By Ian Dunt
Chris Huhne has tried to put suspicions about his anti-nuclear views to one side by saying that the first new nuclear power stations would open in 2018.
"We are on course to make sure that the first new nuclear power station opens on time in 2018," Mr Huhne told the Today programme.
"There are a number of sites that have been identified around the country and those are generally on sites where we have previously had, for example, nuclear power stations and where the local people are very keen that there should be new nuclear build."
The energy secretary went out of his way to burnish his pro-nuclear credentials, insisting previous comments had only referred to the absence of private investment in nuclear power.
"I don't think you can determine whether a government is serious about energy policy merely in terms of whether it is prepared to write very large cheques," he said.
"It has always been clear that our next generation of electricity power stations are going to be built by private investors with a framework put in place.
"I believe, in talking to investors now, that it's clear, because of what's happening on the oil and gas price and because of what's happening on the carbon price, that there will be investment in new nuclear and that will be an important part of our energy mix - along, of course, with coal and gas, as long as there is carbon capture and storage, and along with renewables."

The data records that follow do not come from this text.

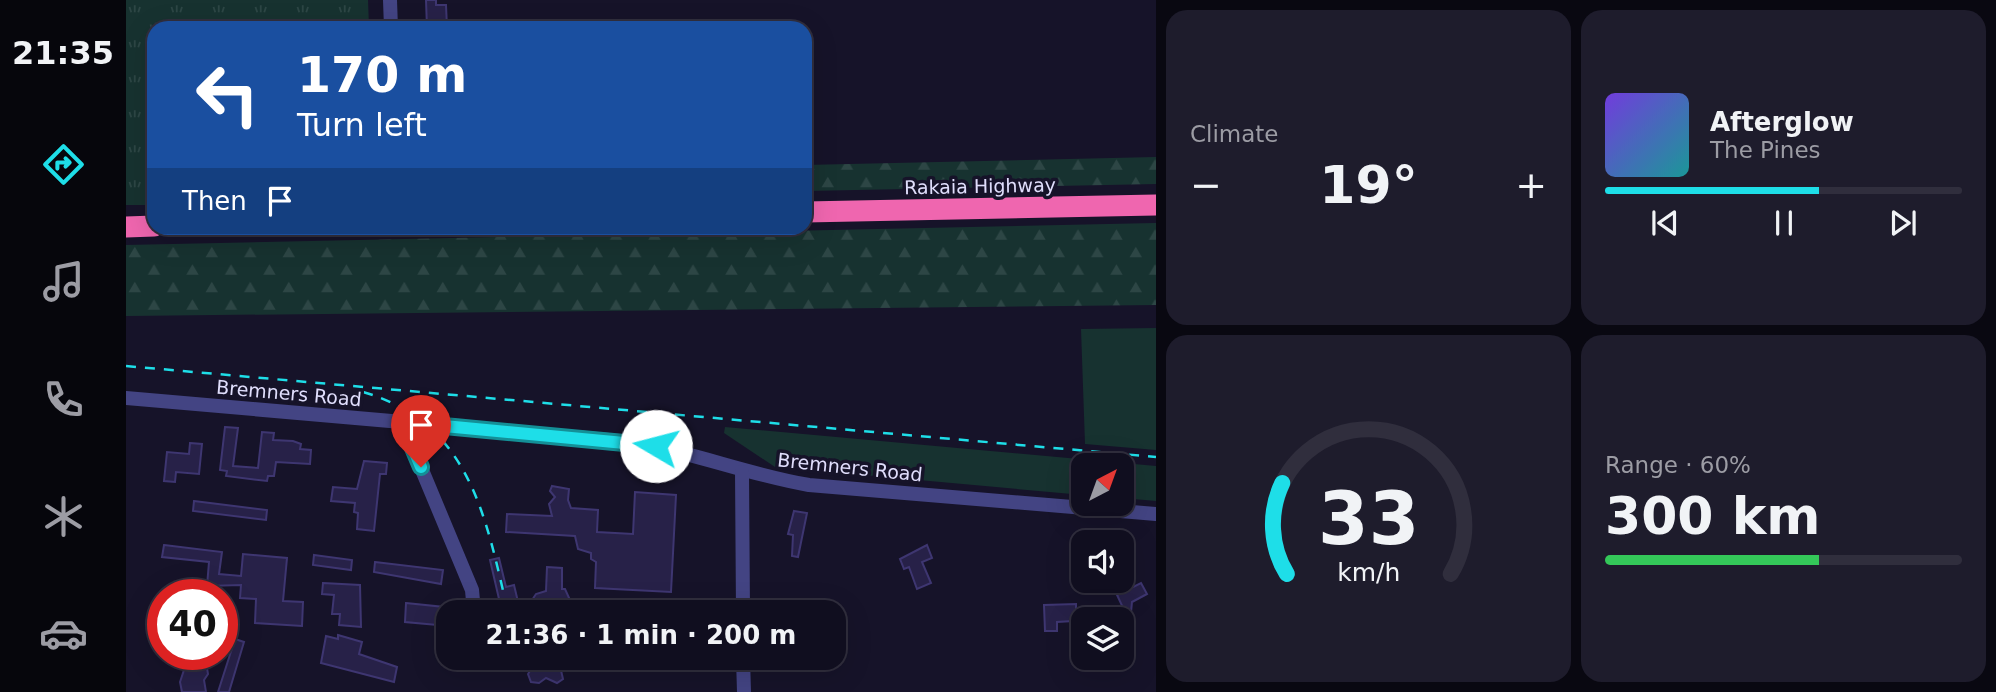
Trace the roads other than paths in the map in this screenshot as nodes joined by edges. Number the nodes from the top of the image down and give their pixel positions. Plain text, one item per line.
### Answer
1 (390, 0) edge
2 (391, 21) edge
3 (1156, 205) edge
4 (812, 212) edge
5 (147, 226) edge
6 (126, 227) edge
7 (126, 398) edge
8 (402, 422) junction
9 (742, 472) junction
10 (1156, 514) edge
11 (473, 600) edge
12 (743, 600) edge
13 (743, 670) edge
14 (744, 692) edge

1 - 2 street
3 - 4 highway, Rakaia Highway
5 - 6 highway
7 - 8 street, Bremners Road
8 - 9 street, Bremners Road
8 - 11 street
9 - 10 street, Bremners Road
9 - 12 street
13 - 14 street

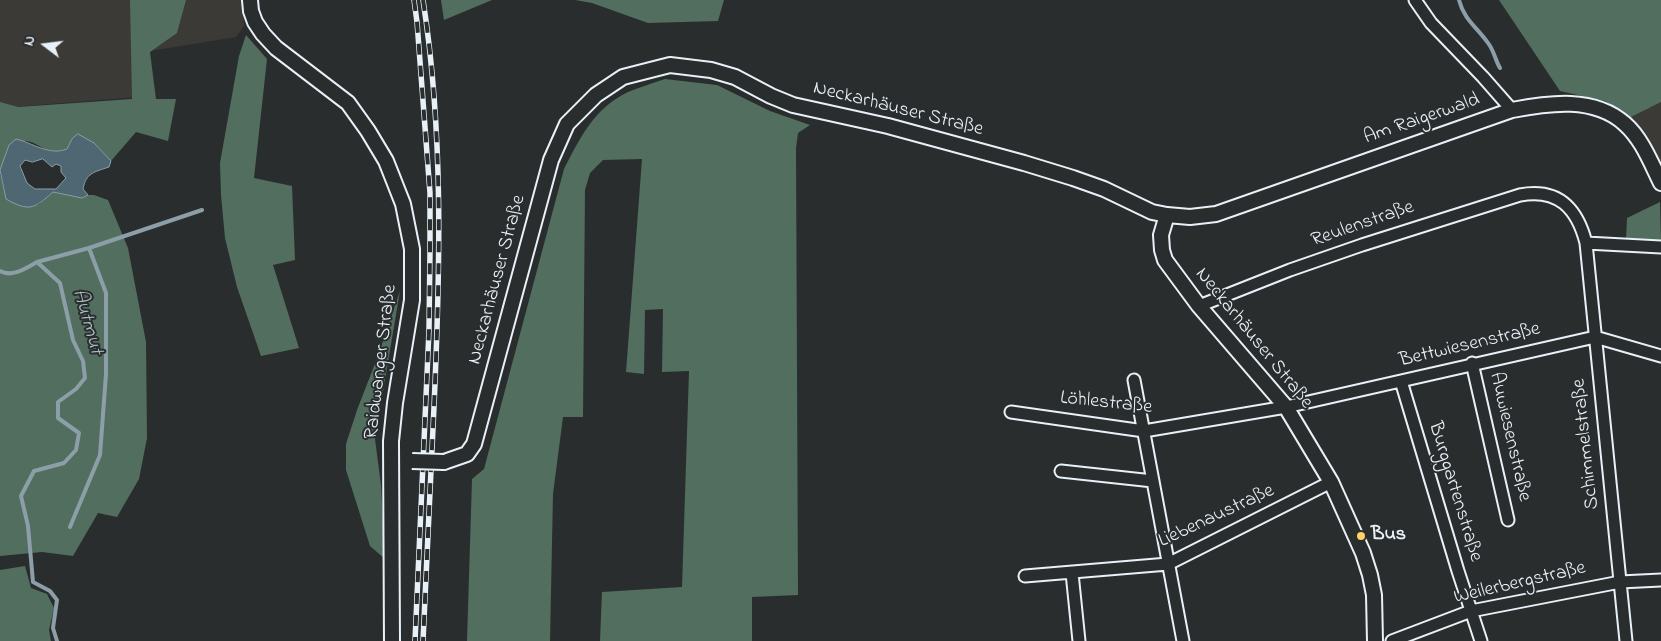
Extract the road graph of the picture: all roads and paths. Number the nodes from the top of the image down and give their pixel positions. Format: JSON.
{"nodes":[{"id":1,"x":250,"y":0,"type":"edge"},
{"id":2,"x":1414,"y":0,"type":"edge"},
{"id":3,"x":1512,"y":110,"type":"junction"},
{"id":4,"x":1661,"y":183,"type":"edge"},
{"id":5,"x":1542,"y":194,"type":"joint"},
{"id":6,"x":1166,"y":216,"type":"junction"},
{"id":7,"x":1586,"y":243,"type":"junction"},
{"id":8,"x":1661,"y":247,"type":"edge"},
{"id":9,"x":1199,"y":306,"type":"junction"},
{"id":10,"x":1594,"y":337,"type":"junction"},
{"id":11,"x":1661,"y":356,"type":"edge"},
{"id":12,"x":1472,"y":363,"type":"junction"},
{"id":13,"x":1134,"y":380,"type":"dead end"},
{"id":14,"x":1401,"y":381,"type":"junction"},
{"id":15,"x":1286,"y":407,"type":"junction"},
{"id":16,"x":1011,"y":412,"type":"dead end"},
{"id":17,"x":1144,"y":431,"type":"junction"},
{"id":18,"x":392,"y":458,"type":"junction"},
{"id":19,"x":1061,"y":471,"type":"dead end"},
{"id":20,"x":1153,"y":481,"type":"junction"},
{"id":21,"x":1331,"y":482,"type":"junction"},
{"id":22,"x":1508,"y":520,"type":"dead end"},
{"id":23,"x":1168,"y":564,"type":"junction"},
{"id":24,"x":1072,"y":573,"type":"junction"},
{"id":25,"x":1025,"y":576,"type":"dead end"},
{"id":26,"x":1661,"y":580,"type":"edge"},
{"id":27,"x":1620,"y":582,"type":"junction"},
{"id":28,"x":1471,"y":611,"type":"junction"},
{"id":29,"x":392,"y":641,"type":"edge"},
{"id":30,"x":1079,"y":641,"type":"edge"},
{"id":31,"x":1183,"y":641,"type":"edge"},
{"id":32,"x":1375,"y":641,"type":"edge"},
{"id":33,"x":1392,"y":641,"type":"edge"},
{"id":34,"x":1481,"y":641,"type":"edge"},
{"id":35,"x":1626,"y":641,"type":"edge"}],
"edges":[{"from":1,"to":18,"type":"street","name":"Raidwanger Straße"},
{"from":2,"to":3,"type":"street"},
{"from":3,"to":4,"type":"street","name":"Am Raigerwald"},
{"from":3,"to":6,"type":"street","name":"Am Raigerwald"},
{"from":5,"to":7,"type":"street","name":"Schimmelstraße"},
{"from":5,"to":9,"type":"street","name":"Reulenstraße"},
{"from":6,"to":9,"type":"street","name":"Neckarhäuser Straße"},
{"from":6,"to":18,"type":"street","name":"Neckarhäuser Straße","bridge":true},
{"from":7,"to":8,"type":"street"},
{"from":7,"to":10,"type":"street","name":"Schimmelstraße"},
{"from":9,"to":15,"type":"street","name":"Neckarhäuser Straße"},
{"from":10,"to":11,"type":"street","name":"Bettwiesenstraße"},
{"from":10,"to":12,"type":"street","name":"Bettwiesenstraße"},
{"from":10,"to":27,"type":"street","name":"Schimmelstraße"},
{"from":12,"to":14,"type":"street","name":"Bettwiesenstraße"},
{"from":12,"to":22,"type":"street","name":"Auwiesenstraße"},
{"from":13,"to":17,"type":"street"},
{"from":14,"to":15,"type":"street","name":"Bettwiesenstraße"},
{"from":14,"to":28,"type":"street","name":"Burggartenstraße"},
{"from":15,"to":17,"type":"street","name":"Löhlestraße"},
{"from":15,"to":21,"type":"street","name":"Neckarhäuser Straße"},
{"from":16,"to":17,"type":"street","name":"Löhlestraße"},
{"from":17,"to":20,"type":"street"},
{"from":18,"to":29,"type":"street","name":"Raidwanger Straße"},
{"from":19,"to":20,"type":"street"},
{"from":20,"to":23,"type":"street"},
{"from":21,"to":23,"type":"street","name":"Liebenaustraße"},
{"from":21,"to":32,"type":"street","name":"Neckarhäuser Straße"},
{"from":23,"to":24,"type":"street","name":"Liebenaustraße"},
{"from":23,"to":31,"type":"street"},
{"from":24,"to":25,"type":"street","name":"Liebenaustraße"},
{"from":24,"to":30,"type":"street"},
{"from":26,"to":27,"type":"street","name":"Weilerbergstraße"},
{"from":27,"to":28,"type":"street","name":"Weilerbergstraße"},
{"from":27,"to":35,"type":"street","name":"Schimmelstraße"},
{"from":28,"to":33,"type":"street","name":"Weilerbergstraße"},
{"from":28,"to":34,"type":"street","name":"Burggartenstraße"}]}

He added: "We have absolutely no intention of the lights going out on my watch, I can assure you, and that's going to be a mix of different technologies precisely because of the uncertainties which exist in the future about which are likely to be most effective."
Mr Huhne was responding to a Confederation of British Industry (CBI) report suggesting that up to £150 billion of private investment is at risk because UK energy policy is wracked by uncertainty.
Nuclear energy policy was one of the areas where the Lib Dems were allowed to abstain in the coalition agreement, but shadow energy secretary and Labour leadership contender Ed Miliband enjoyed highlighting the government's divisions on the subject during his Commons appearances.